俺みたいなのは、逆に嘲笑の的にされてしまいかねない。賈栩殿もそうだったに違い無い。
俺は木の幹に寄りかかって、長々と溜息を漏らした。
‡‡‡
蓮々の帰りが遅いと思っていたまさにその時、蓮々は戻ってきた。
駆け足で、やけに慌てている。あの細剣も、持っていないようだ。
不穏を感じて俺は立ち上がって蓮々に歩み寄った。
「蓮々。どうした?」
「○○様。急いでここから離れましょう。今すぐに!」
「何を言って……?」
パキ、と音がした。
それは俺が踏んだのではなく、蓮々が踏んだのでもなかった。
つまり、第三者がいる、ということで────。
「へえ……あいつの奥方だから、よっぽど器の広い女だとばかり思ってたが……旦那のいないところで別の男と逃避行か。意外と、大胆なんだな」
「……何者」
暗闇の中、ぼんやりと浮き上がる影。発せられる声から男だとは分かる。
俺は俺を庇おうとする蓮々を背に庇い、努めて背筋を伸ばした。
影は、俺を鼻で笑う。
「男が、女に隠れ家を探させるなよ」
「……何者か、訊いているのだが」
「それをあんたに言う必要は感じないな。オレに用があるのは、そっちの、曹操軍の元軍師、賈栩の奥方だ」
彼は、勘違いしている。
即座に否定しようとする蓮々を制し、更に影に問いかけた。
「では、その奥方に何用か」
「残念。これも、あんたに教える必要が無い。何も言わず、このまま彼女をこちらに渡してくれ」
「……ただただ怪しいだけの男に、託せるとでも?」
「じゃあ、仕方がない。強行突破だ」
「!」
連れ行かれると思って蓮々を押し飛ばしたその直後。
銀の光が視界を横切ったかと思うと、左肩に激痛が走った。蓮々の悲鳴が聞こえた。
咄嗟に押さえると、肩から胸元まで、服ごとぱっくりと割れているではないか。
驚いたのは、俺だけじゃない。
「あんた、まさか素人か?」
俺が避けられないのは、影にとっても予想外だったらしい。困惑している。
斬られたのだとようやく理解した俺は、歯を食い縛り影に突進して、避けられ、地面に倒れ込んだ。

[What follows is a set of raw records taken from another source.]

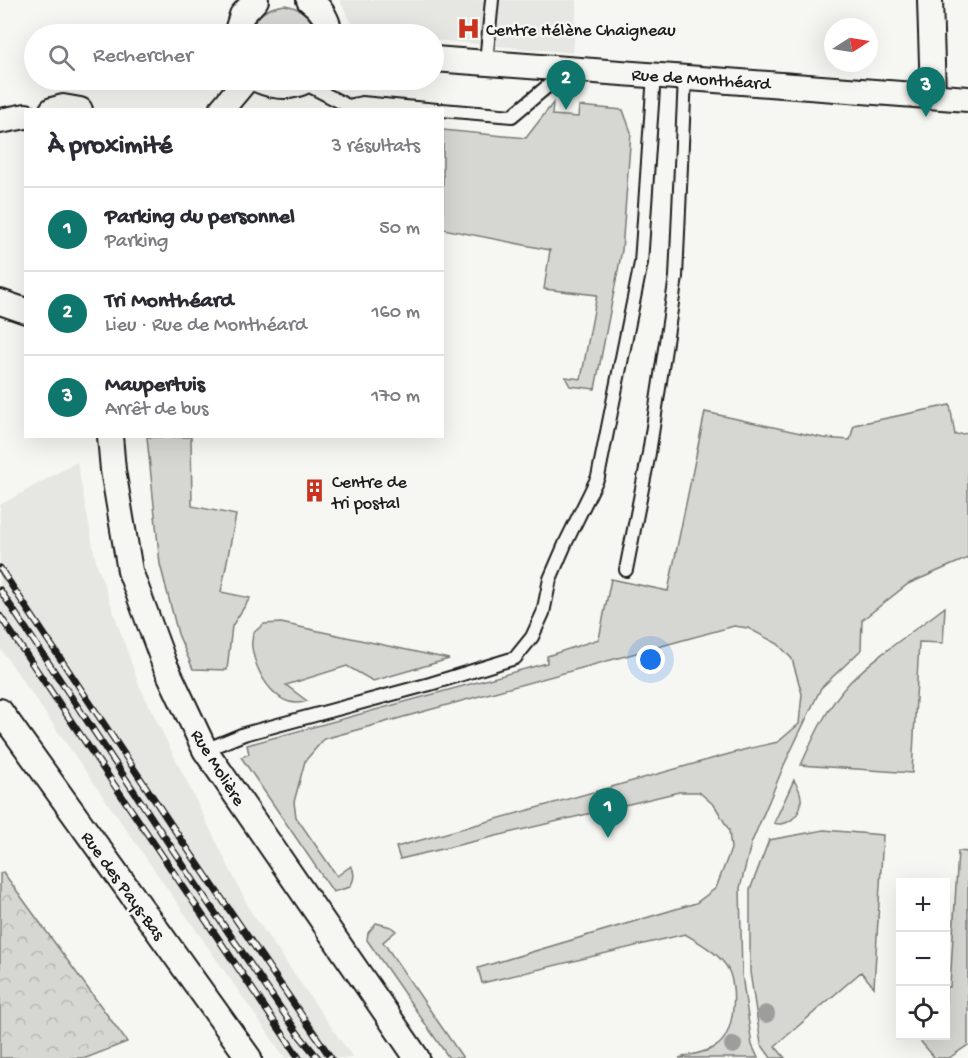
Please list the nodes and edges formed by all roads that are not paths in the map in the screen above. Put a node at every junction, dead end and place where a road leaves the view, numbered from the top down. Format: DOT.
graph roads {
  1 [pos="256,0"];
  2 [pos="309,0"];
  3 [pos="492,0"];
  4 [pos="930,0"];
  5 [pos="239,24"];
  6 [pos="327,24"];
  7 [pos="444,60"];
  8 [pos="486,62"];
  9 [pos="569,69"];
  10 [pos="654,75"];
  11 [pos="685,77"];
  12 [pos="238,90"];
  13 [pos="320,90"];
  14 [pos="933,95"];
  15 [pos="968,99"];
  16 [pos="223,108"];
  17 [pos="416,108"];
  18 [pos="444,110"];
  19 [pos="24,116"];
  20 [pos="0,122"];
  21 [pos="0,303"];
  22 [pos="24,310"];
  23 [pos="110,438"];
  24 [pos="626,570"];
  25 [pos="4,726"];
  26 [pos="206,750"];
  27 [pos="249,1058"];
  28 [pos="417,1058"];
  1 -- 5 [label="street"];
  2 -- 6 [label="street"];
  3 -- 8 [label="lane"];
  4 -- 14 [label="street"];
  7 -- 8 [label="street, Rue de Monthéard"];
  8 -- 9 [label="street, Rue de Monthéard"];
  9 -- 10 [label="street, Rue de Monthéard"];
  9 -- 18 [label="lane"];
  10 -- 11 [label="street, Rue de Monthéard"];
  10 -- 26 [label="lane"];
  11 -- 14 [label="street, Rue de Monthéard"];
  11 -- 24 [label="lane"];
  12 -- 16 [label="street"];
  13 -- 17 [label="lane"];
  14 -- 15 [label="street, Rue de Monthéard"];
  19 -- 20 [label="street"];
  21 -- 22 [label="street"];
  23 -- 26 [label="street, Rue Molière"];
  25 -- 27 [label="street, Rue des Pays-Bas"];
  26 -- 28 [label="street, Rue Molière"];
}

未だかつて感じたことの無い激痛だった。でも蓮々が傷つかなかったよりはましか。俺が賈栩殿の妻だと分かっていたら、もしかしたら蓮々が斬られていたかも知れない。
無理矢理身を起こして蓮々に向かって叫ぶ。
「逃げろ!!」
「○○様! しかし!」
「悪いな。逃がすと諸葛亮が五月蠅いんだ」
どす、と音がした。
俺の目の前で影が蓮々の腹を殴りつけて昏倒させ、その小さな身体を軽々と抱え上げた。
「あんたは、まあ……処置が早ければ助かるだろ。このお嬢さんは諦めな」
「く……待てっ!!」
このまま誰かも分からない人間に、大切な侍女を連れていかせる訳にはいかない。
その言動から、曹操軍ではないのだろうけれど、連れ去られた後で何をされるか分かったものではない。
俺が立ち上がると、影は呆れた様子で溜息をついた。しかし、それ以上俺を傷つけることは無く、すぐに駆け出してしまう。
「待て────待って!!」
久し振りに、高い声を出したような気がする。
影が立ち止まる気配は一瞬だけ。すぐに、見る見る離れていく。
俺は数歩進んで、激痛にまた膝をついた。
「蓮、れん……」
追わないと、いけないのに。
身体が、言うことを聞いてくれなかった。
‡‡‡
賈栩は、その娘を目にした時、胸の奥が冷めるような感覚を得た。それが何なのか、彼には分からない。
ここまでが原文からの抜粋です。